Dante's Peak: Special Edition (1997)
Featurette-Making Of-Getting Close To The Show
Audio Commentary-Roger Donaldson (Director) & Dennis Washington (Prod Des)
Gallery-Production Design Sketches
Gallery-Storyboards/Scenes-Digital Domain Still Plates
Storyboards-Pyroclastic Flow Sequence
Gallery-Steeple Collapse Sequence
|Year Of Production||1997|
|RSDL / Flipper||RSDL (79:22)||Cast & Crew|
|Region Coding||2,4||Directed By||Roger Donaldson|
Universal Pictures Home Video
James Newton Howard
|Pan & Scan/Full Frame||None||
English Dolby Digital 5.1 (384Kb/s)
English dts 5.1 (768Kb/s)
English Audio Commentary Dolby Digital 2.0 (192Kb/s)
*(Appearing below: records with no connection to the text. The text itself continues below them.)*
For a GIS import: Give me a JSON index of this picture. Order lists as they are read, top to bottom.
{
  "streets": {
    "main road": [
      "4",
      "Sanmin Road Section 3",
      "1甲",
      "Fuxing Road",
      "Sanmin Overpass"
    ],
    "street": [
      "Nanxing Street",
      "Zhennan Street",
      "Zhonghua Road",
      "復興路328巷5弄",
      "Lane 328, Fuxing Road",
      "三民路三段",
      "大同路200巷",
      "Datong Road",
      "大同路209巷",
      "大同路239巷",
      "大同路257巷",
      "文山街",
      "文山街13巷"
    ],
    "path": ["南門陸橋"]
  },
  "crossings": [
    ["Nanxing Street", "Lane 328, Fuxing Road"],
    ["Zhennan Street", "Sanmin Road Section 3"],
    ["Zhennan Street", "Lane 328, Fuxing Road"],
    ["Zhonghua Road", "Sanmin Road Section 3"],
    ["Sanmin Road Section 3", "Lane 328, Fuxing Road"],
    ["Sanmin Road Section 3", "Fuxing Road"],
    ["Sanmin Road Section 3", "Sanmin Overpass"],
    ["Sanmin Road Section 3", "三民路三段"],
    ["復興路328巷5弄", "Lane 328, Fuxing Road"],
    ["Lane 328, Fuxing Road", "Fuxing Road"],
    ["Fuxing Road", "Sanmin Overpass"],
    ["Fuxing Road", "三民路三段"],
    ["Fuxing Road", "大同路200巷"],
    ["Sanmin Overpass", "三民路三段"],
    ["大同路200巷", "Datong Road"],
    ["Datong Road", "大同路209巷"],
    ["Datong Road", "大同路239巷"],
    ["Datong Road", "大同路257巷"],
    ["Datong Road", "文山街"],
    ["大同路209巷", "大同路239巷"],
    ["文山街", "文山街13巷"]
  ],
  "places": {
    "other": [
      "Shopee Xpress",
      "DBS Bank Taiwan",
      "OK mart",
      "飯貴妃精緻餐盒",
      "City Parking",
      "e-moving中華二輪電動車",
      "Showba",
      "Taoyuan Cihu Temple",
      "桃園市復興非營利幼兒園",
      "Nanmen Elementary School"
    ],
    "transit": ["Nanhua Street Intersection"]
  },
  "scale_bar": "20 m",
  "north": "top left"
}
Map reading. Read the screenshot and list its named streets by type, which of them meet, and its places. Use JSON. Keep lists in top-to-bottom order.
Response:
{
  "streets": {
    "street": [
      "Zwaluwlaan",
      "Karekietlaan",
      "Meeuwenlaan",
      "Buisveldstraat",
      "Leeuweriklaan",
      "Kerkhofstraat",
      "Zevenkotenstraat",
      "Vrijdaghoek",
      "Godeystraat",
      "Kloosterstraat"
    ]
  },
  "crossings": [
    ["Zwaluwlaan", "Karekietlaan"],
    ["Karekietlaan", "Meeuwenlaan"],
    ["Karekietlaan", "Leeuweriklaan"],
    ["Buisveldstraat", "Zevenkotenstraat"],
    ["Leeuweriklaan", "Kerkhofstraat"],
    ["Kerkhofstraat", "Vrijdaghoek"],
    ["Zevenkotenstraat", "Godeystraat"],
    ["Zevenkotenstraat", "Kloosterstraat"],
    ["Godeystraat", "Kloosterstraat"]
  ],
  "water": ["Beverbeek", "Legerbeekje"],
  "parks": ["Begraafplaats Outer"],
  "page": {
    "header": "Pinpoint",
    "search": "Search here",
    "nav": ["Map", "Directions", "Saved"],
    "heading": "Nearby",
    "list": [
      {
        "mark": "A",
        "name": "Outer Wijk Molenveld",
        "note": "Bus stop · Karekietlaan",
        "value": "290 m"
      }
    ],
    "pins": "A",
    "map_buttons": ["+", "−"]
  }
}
|Widescreen Aspect Ratio||2.35:1|
|Video Format||576i (PAL)|
|Original Aspect Ratio||2.35:1||Miscellaneous|
English Audio Commentary
|Annoying Product Placement||No|
|Action In or After Credits||No|
Dante's Peak: Special Edition is the same enjoyable popcorn disaster movie as previously released, presented on a DVD that is superior to the original release.
Dr. Harry (Pierce Brosnan), a vulcanologist with the US Geological Survey Department (USGS), is dispatched to a scenic and peaceful small town named Dante's Peak. The USGS has become concerned with some disturbing data that they have been tracking, and think that the long-dormant Dante's Peak might be 'ready to rumble'. Once there, Harry meets the town's mayor, single mother Rachel (Linda Hamilton). Similar to the small town of Jaws, the small town is currently obsessed with commercial development, and they don't want to hear any bad news. By now, most viewers would realise where this story is heading, and although it might be considered rather predictable, its a great launching pad for the plethora of visual and sound effects that we also know are coming.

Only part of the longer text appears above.